До заката Желязко бродил у реки и в конце концов не заметил, как попал в буковые и дубовые леса, опоясанные самшитовым подростом. Жадно упивался зеленым ароматом, сорвал несколько листков, растер их в ладонях, но, когда солнце закатилось за холм, идти дальше не решился. Да и не было у него ясного представления о том, где он хочет побывать, хотя тянуло в самую глушь — к тому бешеному водовороту, к лесопилке, к Большому и Малому пладништам, в тенистый Чатырлык, где, он помнил, росли самые могучие и стройные дубы. Поздно, решил он, нечего карабкаться во тьме по кручам.
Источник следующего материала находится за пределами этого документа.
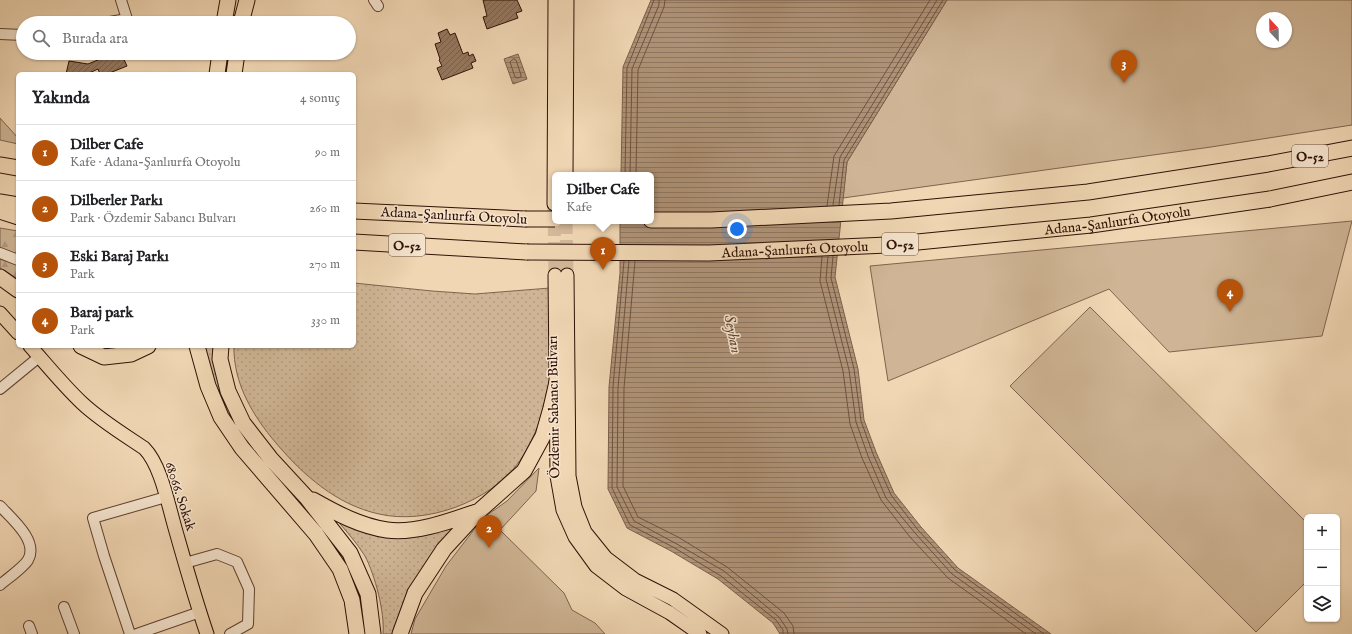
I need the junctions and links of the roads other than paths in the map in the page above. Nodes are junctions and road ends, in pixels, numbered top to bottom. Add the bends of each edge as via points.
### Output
1 (120, 0) edge
2 (228, 0) edge
3 (247, 0) edge
4 (555, 0) edge
5 (567, 0) edge
6 (126, 16) edge
7 (225, 16) edge
8 (243, 16) edge
9 (0, 34) edge
10 (16, 35) edge
11 (219, 60) edge
12 (236, 60) edge
13 (217, 72) edge
14 (234, 72) edge
15 (1352, 148) edge
16 (0, 164) edge
17 (16, 165) edge
18 (16, 168) edge
19 (555, 172) edge
20 (566, 172) edge
21 (1352, 182) edge
22 (0, 202) edge
23 (16, 205) edge
24 (356, 205) edge
25 (0, 211) edge
26 (356, 211) edge
27 (552, 213) edge
28 (433, 215) junction
29 (16, 216) edge
30 (654, 220) edge
31 (356, 242) edge
32 (461, 248) junction
33 (0, 253) edge
34 (356, 253) edge
35 (16, 259) edge
36 (0, 277) edge
37 (16, 289) edge
38 (0, 313) edge
39 (16, 331) edge
40 (32, 348) edge
41 (84, 348) edge
42 (144, 348) edge
43 (198, 348) edge
44 (220, 348) edge
45 (39, 357) junction
46 (556, 382) junction
47 (0, 389) edge
48 (166, 497) junction
49 (307, 498) junction
50 (0, 506) edge
51 (479, 511) junction
52 (185, 563) junction
53 (0, 584) edge
54 (64, 607) dead end
55 (200, 612) junction
56 (74, 634) edge
57 (130, 634) edge
58 (137, 634) edge
59 (207, 634) edge
60 (230, 634) edge
61 (357, 634) edge
62 (373, 634) edge
63 (400, 634) edge
64 (700, 634) edge
65 (722, 634) edge

1 - 6 street
2 - 7 highway
3 - 8 highway
4 - 19 main road
5 - 20 main road
9 - 10 street
11 - 13 highway
12 - 14 highway
15 - 30 highway, O-52 via 1088,192 891,211 711,220
16 - 17 highway
16 - 18 highway
21 - 32 highway, Adana-Şanlıurfa Otoyolu / O-52, bridge via 1270,199 1091,225 887,245 709,253 527,252
22 - 23 highway
24 - 28 highway
25 - 29 highway
26 - 28 highway, Adana-Şanlıurfa Otoyolu / O-52
27 - 28 highway, Adana-Şanlıurfa Otoyolu / O-52, bridge via 525,219
31 - 32 highway, Adana-Şanlıurfa Otoyolu / O-52
32 - 34 highway
33 - 35 street
36 - 37 highway
38 - 39 main road
40 - 45 main road, 68066. Sokak
41 - 42 highway via 104,357 132,354
43 - 61 highway via 208,386 222,417 242,448 316,534 340,569 352,600
44 - 49 highway via 220,359 228,391 243,423 271,460
45 - 47 street
45 - 48 main road, 68066. Sokak via 82,403 150,454
46 - 51 highway via 542,436 524,471
46 - 64 main road, Özdemir Sabancı Bulvarı via 557,476 563,510 575,537 596,566 626,589 670,613
46 - 65 main road, Özdemir Sabancı Bulvarı via 561,275 569,476 575,507 585,532 606,558 635,580 673,599
48 - 52 main road, 68066. Sokak
48 - 57 street via 93,518
49 - 51 highway via 360,523 388,530 409,530 443,524
49 - 62 highway via 350,553 368,594
50 - 53 street via 30,542 31,551 28,560
51 - 63 highway via 444,549 428,572 415,593
52 - 55 main road, 68066. Sokak
52 - 60 street via 217,554 237,562 249,589 248,624
54 - 56 street
55 - 58 street
55 - 59 main road, 68066. Sokak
В Зеленкове его не ждали. Не узнали. На освещенных улицах попадались ему одни сгорбленные старики, но никто не остановил его, не поздоровался. Ровно ослепли все, подумал Желязко. Головы у всех белые; старики шаркали галошами по сыпучей тропинке, преувеличенно злобно ругали козу, жену или запертую скотину; хлопали потайными калитками, и все снова замирало в вечерней тиши. Со всем уже смирившийся, голодный, он зашел в корчму, взял бутылку пива и тихо уселся в сторонке, изо всех сил стараясь уловить хоть слово из разговоров. Неужели никто не узнает его, не скажет о нем ни словечка? Нет. Старики были скупы на слова. Ни тебе «Добро пожаловать», ни «Как ты, где? Жив ли отец?». Отверженный, отлученный от стада, сидел Желязко в своем углу, чувствуя, что все эти люди ненавидели его уже за то, что он еще жив и никак не оставит их в покое. Кроме стариков, за столами сидели и совсем молодые ребята, похоже, в первый раз силились опрокинуть рюмку виноградной. Этих Желязко не знал. Но старики — почему они молчат? Прошлое вспомнили? Его судят? Но раньше разве сидели бы они вот так в летнее время днем в сумрачных своих домах, а вечером над кружкой пива? А может, тоскуют о былом, о детях, разлетевшихся по городам вместе с внуками? Что же еще берегут они так ревниво под сенью своих лесов — словно призраки, забытые промелькнувшими годами? Верно, за этим и приехал сюда писатель — перенести стариков туда, в грядущие дни.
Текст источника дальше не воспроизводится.